# [DATA PROVIDED]

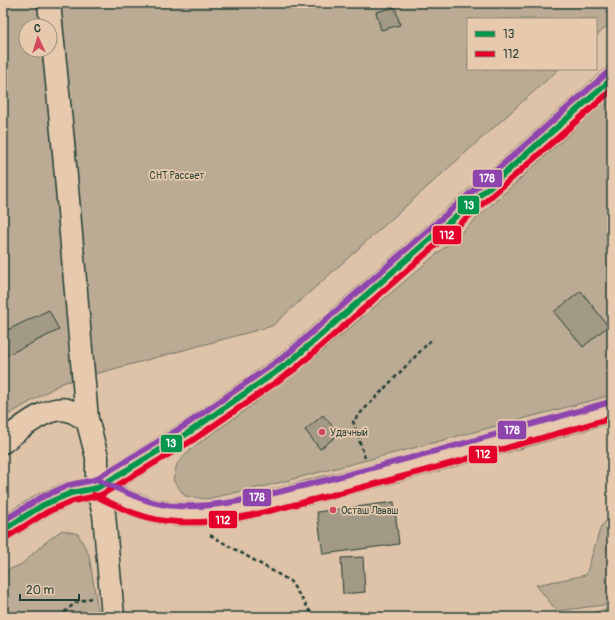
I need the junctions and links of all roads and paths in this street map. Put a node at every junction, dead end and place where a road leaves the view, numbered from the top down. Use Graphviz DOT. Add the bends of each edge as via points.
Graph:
graph roads {
  1 [pos="49,3"];
  2 [pos="612,79"];
  3 [pos="433,338"];
  4 [pos="612,410"];
  5 [pos="87,420"];
  6 [pos="3,442"];
  7 [pos="371,477"];
  8 [pos="97,488"];
  9 [pos="3,530"];
  10 [pos="209,534"];
  11 [pos="111,592"];
  12 [pos="59,617"];
  13 [pos="113,617"];
  14 [pos="314,617"];
  1 -- 5 [label="street"];
  2 -- 8 [label="street" via="290,362 188,433"];
  3 -- 7 [label="path" via="353,421"];
  4 -- 7 [label="street"];
  5 -- 6 [label="street" via="66,410 49,412 32,420"];
  5 -- 8 [label="street" via="97,457"];
  7 -- 8 [label="street" via="235,510 204,515 150,510"];
  8 -- 9 [label="street" via="71,493 43,505"];
  8 -- 11 [label="street" via="104,514"];
  10 -- 14 [label="path" via="290,581"];
  11 -- 12 [label="path" via="75,603"];
  11 -- 13 [label="street"];
}
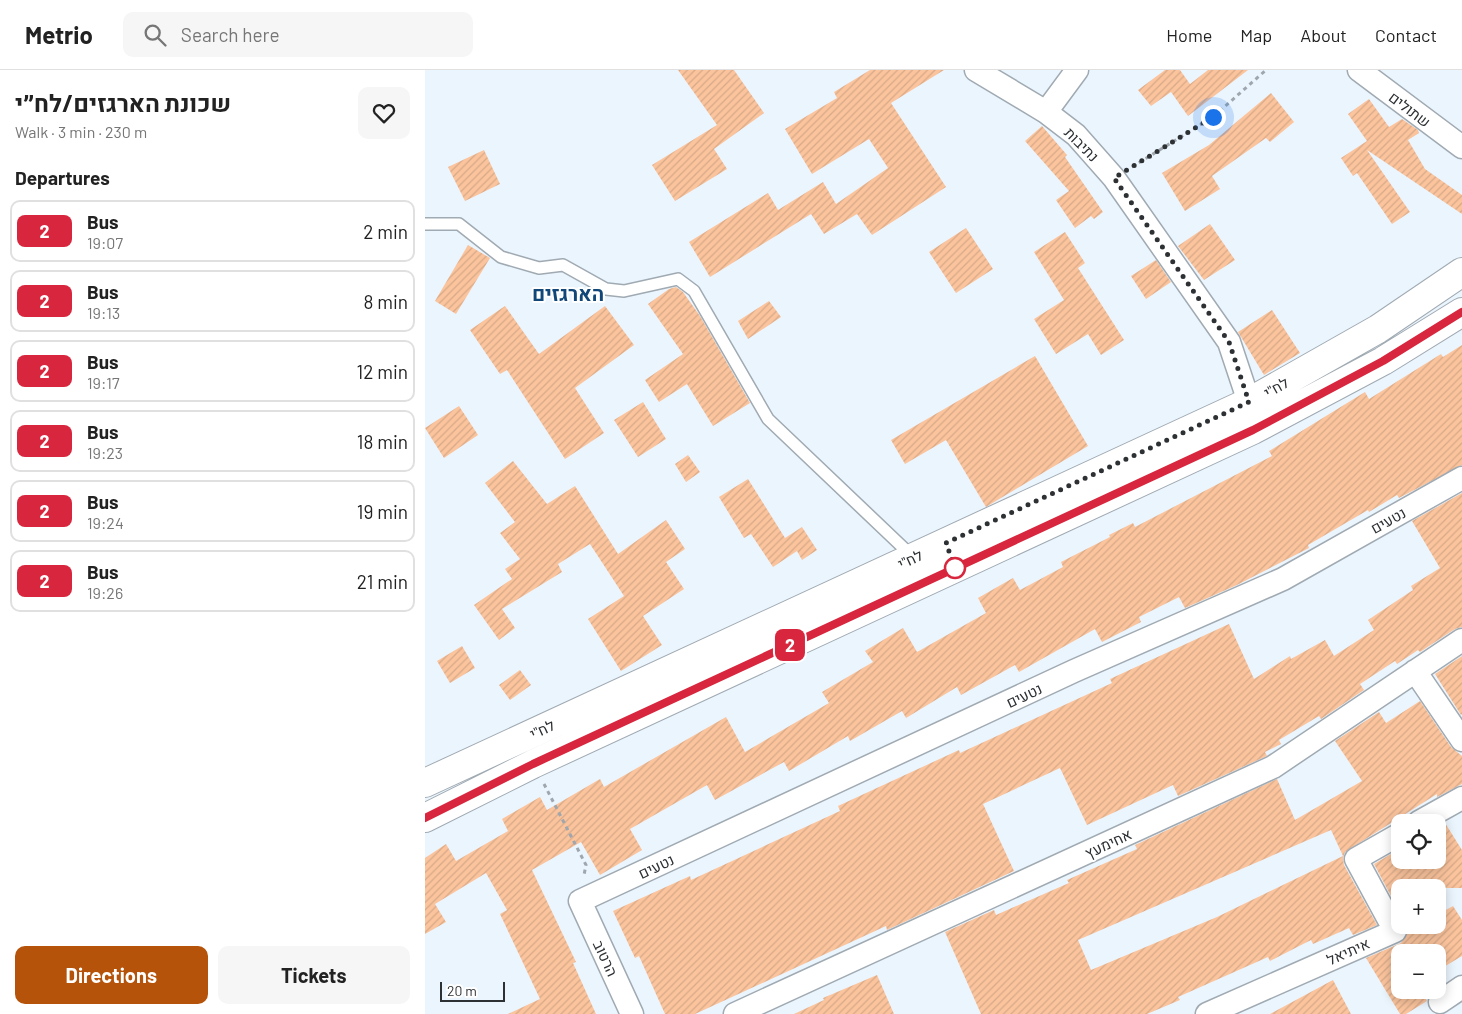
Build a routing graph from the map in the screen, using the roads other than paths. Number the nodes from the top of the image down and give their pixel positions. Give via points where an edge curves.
1 (976, 70) edge
2 (1077, 70) edge
3 (1359, 70) edge
4 (1046, 112) junction
5 (1462, 147) edge
6 (425, 224) edge
7 (1462, 272) edge
8 (1462, 312) edge
9 (1249, 402) junction
10 (1462, 478) edge
11 (913, 558) junction
12 (1462, 640) edge
13 (1415, 670) junction
14 (1462, 740) edge
15 (431, 776) edge
16 (1462, 798) edge
17 (1433, 814) edge
18 (425, 818) edge
19 (1391, 839) edge
20 (580, 901) joint
21 (1462, 987) edge
22 (1439, 1002) dead end
23 (632, 1014) edge
24 (735, 1014) edge
25 (1207, 1014) edge

1 - 4 street, נתיבות
2 - 4 street
3 - 5 street, שתולים
4 - 9 street, נתיבות via 1076,135 1114,178 1229,342
6 - 11 lane via 459,224 501,257 539,268 563,265 606,289 624,291 678,279 694,291 768,419
7 - 9 main road, לח"י via 1378,329
8 - 18 main road, לח"י via 1383,361 1253,430 533,764
9 - 11 main road, לח"י
10 - 20 street, נטעים via 1283,579 1074,671
11 - 15 main road, לח"י
12 - 13 street, אחימעץ
13 - 14 street
13 - 24 street, אחימעץ via 1273,768
16 - 17 street
19 - 25 street, איתיאל via 1356,859 1395,930
20 - 23 street, הרטוב
21 - 22 street

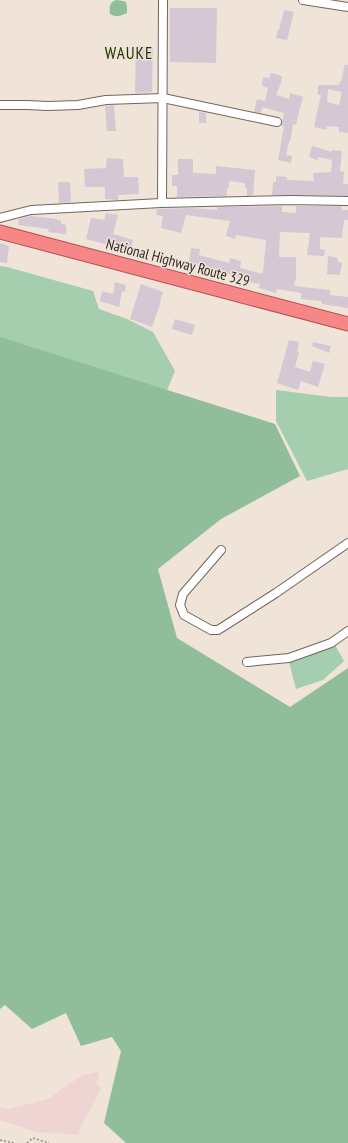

# [WORK INSTRUCTION]
Output the entries exactly and keep every picture out of them.

# [WORKED SOLUTION]
I need the junctions and links of all roads and paths in this street map. Put a node at every junction, dead end and place where a road leaves the view, numbered from the top down. Use Graphviz DOT. Add the bends of each edge as via points.
Graph:
graph roads {
  1 [pos="49,3"];
  2 [pos="612,79"];
  3 [pos="433,338"];
  4 [pos="612,410"];
  5 [pos="87,420"];
  6 [pos="3,442"];
  7 [pos="371,477"];
  8 [pos="97,488"];
  9 [pos="3,530"];
  10 [pos="209,534"];
  11 [pos="111,592"];
  12 [pos="59,617"];
  13 [pos="113,617"];
  14 [pos="314,617"];
  1 -- 5 [label="street"];
  2 -- 8 [label="street" via="290,362 188,433"];
  3 -- 7 [label="path" via="353,421"];
  4 -- 7 [label="street"];
  5 -- 6 [label="street" via="66,410 49,412 32,420"];
  5 -- 8 [label="street" via="97,457"];
  7 -- 8 [label="street" via="235,510 204,515 150,510"];
  8 -- 9 [label="street" via="71,493 43,505"];
  8 -- 11 [label="street" via="104,514"];
  10 -- 14 [label="path" via="290,581"];
  11 -- 12 [label="path" via="75,603"];
  11 -- 13 [label="street"];
}
Build a routing graph from the map in the screen, using the roads other than paths. Number the nodes from the top of the image down and give their pixel positions. Give via points where an edge curves.
1 (976, 70) edge
2 (1077, 70) edge
3 (1359, 70) edge
4 (1046, 112) junction
5 (1462, 147) edge
6 (425, 224) edge
7 (1462, 272) edge
8 (1462, 312) edge
9 (1249, 402) junction
10 (1462, 478) edge
11 (913, 558) junction
12 (1462, 640) edge
13 (1415, 670) junction
14 (1462, 740) edge
15 (431, 776) edge
16 (1462, 798) edge
17 (1433, 814) edge
18 (425, 818) edge
19 (1391, 839) edge
20 (580, 901) joint
21 (1462, 987) edge
22 (1439, 1002) dead end
23 (632, 1014) edge
24 (735, 1014) edge
25 (1207, 1014) edge

1 - 4 street, נתיבות
2 - 4 street
3 - 5 street, שתולים
4 - 9 street, נתיבות via 1076,135 1114,178 1229,342
6 - 11 lane via 459,224 501,257 539,268 563,265 606,289 624,291 678,279 694,291 768,419
7 - 9 main road, לח"י via 1378,329
8 - 18 main road, לח"י via 1383,361 1253,430 533,764
9 - 11 main road, לח"י
10 - 20 street, נטעים via 1283,579 1074,671
11 - 15 main road, לח"י
12 - 13 street, אחימעץ
13 - 14 street
13 - 24 street, אחימעץ via 1273,768
16 - 17 street
19 - 25 street, איתיאל via 1356,859 1395,930
20 - 23 street, הרטוב
21 - 22 street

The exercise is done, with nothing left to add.